- [EXERCISE DESCRIPTION]:
Only the lines holding the string "main" are needed; copy each of them from the data.
####
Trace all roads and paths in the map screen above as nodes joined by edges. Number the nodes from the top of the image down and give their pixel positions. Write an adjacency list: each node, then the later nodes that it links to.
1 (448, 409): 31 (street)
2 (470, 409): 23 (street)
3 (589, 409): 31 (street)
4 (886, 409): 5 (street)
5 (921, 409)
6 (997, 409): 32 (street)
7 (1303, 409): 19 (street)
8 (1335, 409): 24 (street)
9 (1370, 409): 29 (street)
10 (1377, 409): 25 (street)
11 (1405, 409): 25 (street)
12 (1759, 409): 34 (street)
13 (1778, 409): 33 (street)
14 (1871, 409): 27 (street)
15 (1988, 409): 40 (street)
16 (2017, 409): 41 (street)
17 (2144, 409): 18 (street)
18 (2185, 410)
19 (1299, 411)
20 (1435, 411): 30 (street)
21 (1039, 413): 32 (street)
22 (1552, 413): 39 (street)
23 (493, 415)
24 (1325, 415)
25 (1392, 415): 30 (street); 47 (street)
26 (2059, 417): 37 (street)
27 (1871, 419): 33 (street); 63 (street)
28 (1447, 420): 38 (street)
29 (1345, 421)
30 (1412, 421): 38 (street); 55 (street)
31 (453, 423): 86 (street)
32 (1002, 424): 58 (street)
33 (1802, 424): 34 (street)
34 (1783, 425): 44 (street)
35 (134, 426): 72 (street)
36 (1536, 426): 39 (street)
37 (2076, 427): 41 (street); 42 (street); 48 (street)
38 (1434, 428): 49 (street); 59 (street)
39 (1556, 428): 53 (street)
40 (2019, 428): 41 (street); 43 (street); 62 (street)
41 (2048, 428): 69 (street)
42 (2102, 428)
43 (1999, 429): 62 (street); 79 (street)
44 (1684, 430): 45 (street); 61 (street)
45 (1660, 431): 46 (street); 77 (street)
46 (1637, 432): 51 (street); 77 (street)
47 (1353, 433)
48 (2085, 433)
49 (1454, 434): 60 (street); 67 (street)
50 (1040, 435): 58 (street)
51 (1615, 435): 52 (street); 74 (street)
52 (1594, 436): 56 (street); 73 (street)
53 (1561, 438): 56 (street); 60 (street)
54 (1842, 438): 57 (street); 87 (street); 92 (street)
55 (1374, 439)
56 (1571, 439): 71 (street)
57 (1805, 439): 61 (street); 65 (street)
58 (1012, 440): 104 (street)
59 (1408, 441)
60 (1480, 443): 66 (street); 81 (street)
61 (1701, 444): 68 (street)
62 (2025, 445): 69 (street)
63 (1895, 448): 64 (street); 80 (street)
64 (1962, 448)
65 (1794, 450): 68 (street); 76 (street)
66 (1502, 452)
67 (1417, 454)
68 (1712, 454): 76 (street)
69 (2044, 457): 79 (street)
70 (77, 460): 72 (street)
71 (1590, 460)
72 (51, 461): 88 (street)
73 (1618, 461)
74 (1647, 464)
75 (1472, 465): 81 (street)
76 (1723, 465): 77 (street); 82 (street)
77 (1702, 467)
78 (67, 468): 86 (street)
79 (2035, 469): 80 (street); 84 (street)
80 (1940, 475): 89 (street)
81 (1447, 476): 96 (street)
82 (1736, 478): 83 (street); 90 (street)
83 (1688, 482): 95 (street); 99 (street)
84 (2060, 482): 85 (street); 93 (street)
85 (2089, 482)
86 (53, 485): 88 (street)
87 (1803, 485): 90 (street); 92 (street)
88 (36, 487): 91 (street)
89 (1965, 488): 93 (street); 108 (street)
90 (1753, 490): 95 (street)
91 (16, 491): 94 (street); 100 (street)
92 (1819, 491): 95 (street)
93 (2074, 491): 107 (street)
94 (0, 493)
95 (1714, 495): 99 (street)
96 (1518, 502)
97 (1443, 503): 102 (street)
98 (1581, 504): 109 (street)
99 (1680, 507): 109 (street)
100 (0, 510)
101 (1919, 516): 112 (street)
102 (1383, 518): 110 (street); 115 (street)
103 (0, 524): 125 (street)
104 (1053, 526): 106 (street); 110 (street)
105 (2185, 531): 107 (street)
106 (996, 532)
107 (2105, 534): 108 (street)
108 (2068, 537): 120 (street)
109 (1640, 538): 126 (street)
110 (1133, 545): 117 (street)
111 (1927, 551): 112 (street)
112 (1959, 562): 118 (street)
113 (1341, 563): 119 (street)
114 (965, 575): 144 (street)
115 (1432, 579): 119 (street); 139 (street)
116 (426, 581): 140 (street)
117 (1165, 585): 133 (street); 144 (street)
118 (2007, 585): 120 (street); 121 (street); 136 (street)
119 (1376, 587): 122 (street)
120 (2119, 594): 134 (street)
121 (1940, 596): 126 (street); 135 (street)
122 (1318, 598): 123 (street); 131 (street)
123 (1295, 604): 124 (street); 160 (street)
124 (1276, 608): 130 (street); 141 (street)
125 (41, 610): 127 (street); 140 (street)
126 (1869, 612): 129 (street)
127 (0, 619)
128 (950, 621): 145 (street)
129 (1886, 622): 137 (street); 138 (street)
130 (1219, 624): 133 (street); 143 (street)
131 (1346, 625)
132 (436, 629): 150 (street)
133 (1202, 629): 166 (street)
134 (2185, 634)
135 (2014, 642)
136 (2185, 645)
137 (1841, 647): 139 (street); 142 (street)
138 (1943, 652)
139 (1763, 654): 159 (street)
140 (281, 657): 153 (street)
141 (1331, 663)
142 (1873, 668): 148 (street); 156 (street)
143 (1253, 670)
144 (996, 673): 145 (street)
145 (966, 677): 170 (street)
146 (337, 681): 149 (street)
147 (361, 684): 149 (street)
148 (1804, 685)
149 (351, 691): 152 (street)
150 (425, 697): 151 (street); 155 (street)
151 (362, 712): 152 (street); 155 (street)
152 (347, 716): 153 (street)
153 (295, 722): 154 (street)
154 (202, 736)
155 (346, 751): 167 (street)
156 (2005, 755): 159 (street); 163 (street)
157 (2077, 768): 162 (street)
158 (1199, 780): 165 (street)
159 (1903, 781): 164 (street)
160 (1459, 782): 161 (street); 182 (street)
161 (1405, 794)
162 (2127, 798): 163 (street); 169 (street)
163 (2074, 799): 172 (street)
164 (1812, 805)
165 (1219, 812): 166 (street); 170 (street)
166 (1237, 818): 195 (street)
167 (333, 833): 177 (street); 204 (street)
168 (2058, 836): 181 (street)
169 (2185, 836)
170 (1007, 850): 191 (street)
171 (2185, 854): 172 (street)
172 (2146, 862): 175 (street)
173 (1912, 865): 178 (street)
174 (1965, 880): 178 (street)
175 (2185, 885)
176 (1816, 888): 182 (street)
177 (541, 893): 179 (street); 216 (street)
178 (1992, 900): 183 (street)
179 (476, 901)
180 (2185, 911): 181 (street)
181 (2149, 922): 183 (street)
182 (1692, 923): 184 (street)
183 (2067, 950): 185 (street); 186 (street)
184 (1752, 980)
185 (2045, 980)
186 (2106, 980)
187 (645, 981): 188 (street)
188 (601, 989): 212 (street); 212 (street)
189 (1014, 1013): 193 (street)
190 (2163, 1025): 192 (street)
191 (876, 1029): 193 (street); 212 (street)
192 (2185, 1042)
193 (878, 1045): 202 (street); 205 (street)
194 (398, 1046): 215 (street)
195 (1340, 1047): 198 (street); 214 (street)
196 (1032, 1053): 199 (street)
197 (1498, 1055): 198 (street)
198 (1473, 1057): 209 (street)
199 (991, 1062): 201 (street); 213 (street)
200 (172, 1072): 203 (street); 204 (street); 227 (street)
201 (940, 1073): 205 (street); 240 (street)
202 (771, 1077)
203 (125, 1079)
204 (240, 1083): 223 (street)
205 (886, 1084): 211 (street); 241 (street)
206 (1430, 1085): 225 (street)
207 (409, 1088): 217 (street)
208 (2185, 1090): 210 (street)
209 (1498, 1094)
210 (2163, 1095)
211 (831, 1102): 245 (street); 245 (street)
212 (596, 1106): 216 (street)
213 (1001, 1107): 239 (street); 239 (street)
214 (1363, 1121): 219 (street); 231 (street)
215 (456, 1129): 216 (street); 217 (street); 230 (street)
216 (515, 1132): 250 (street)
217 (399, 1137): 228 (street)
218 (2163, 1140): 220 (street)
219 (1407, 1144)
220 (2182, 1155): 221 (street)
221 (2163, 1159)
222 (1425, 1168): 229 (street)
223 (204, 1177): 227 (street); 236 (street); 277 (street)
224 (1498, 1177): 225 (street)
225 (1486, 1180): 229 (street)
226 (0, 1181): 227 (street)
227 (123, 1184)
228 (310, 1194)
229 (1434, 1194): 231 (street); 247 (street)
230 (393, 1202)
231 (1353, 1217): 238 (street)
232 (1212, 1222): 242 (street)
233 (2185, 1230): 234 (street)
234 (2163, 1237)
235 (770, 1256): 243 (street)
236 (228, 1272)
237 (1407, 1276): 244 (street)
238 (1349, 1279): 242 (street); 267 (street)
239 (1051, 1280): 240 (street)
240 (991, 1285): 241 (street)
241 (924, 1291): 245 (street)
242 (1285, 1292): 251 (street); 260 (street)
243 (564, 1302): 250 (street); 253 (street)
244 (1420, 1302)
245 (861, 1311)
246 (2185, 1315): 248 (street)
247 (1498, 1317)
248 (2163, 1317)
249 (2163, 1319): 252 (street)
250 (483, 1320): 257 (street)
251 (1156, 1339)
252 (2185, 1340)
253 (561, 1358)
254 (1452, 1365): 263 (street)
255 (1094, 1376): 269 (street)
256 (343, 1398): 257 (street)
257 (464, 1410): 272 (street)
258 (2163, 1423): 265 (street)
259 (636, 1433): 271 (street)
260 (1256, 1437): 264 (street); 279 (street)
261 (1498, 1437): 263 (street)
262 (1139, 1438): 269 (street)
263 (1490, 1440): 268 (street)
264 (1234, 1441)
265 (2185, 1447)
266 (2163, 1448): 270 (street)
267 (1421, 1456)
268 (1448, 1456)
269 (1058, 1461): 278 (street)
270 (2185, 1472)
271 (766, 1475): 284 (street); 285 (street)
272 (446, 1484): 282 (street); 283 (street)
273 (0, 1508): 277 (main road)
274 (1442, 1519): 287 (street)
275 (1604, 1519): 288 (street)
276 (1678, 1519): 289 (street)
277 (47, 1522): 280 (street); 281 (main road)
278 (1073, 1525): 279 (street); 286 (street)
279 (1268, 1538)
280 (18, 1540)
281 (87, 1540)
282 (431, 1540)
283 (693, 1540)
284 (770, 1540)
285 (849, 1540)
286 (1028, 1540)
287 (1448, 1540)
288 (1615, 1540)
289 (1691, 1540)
####
- [EXERCISE ANSWER]:
273 (0, 1508): 277 (main road)
277 (47, 1522): 280 (street); 281 (main road)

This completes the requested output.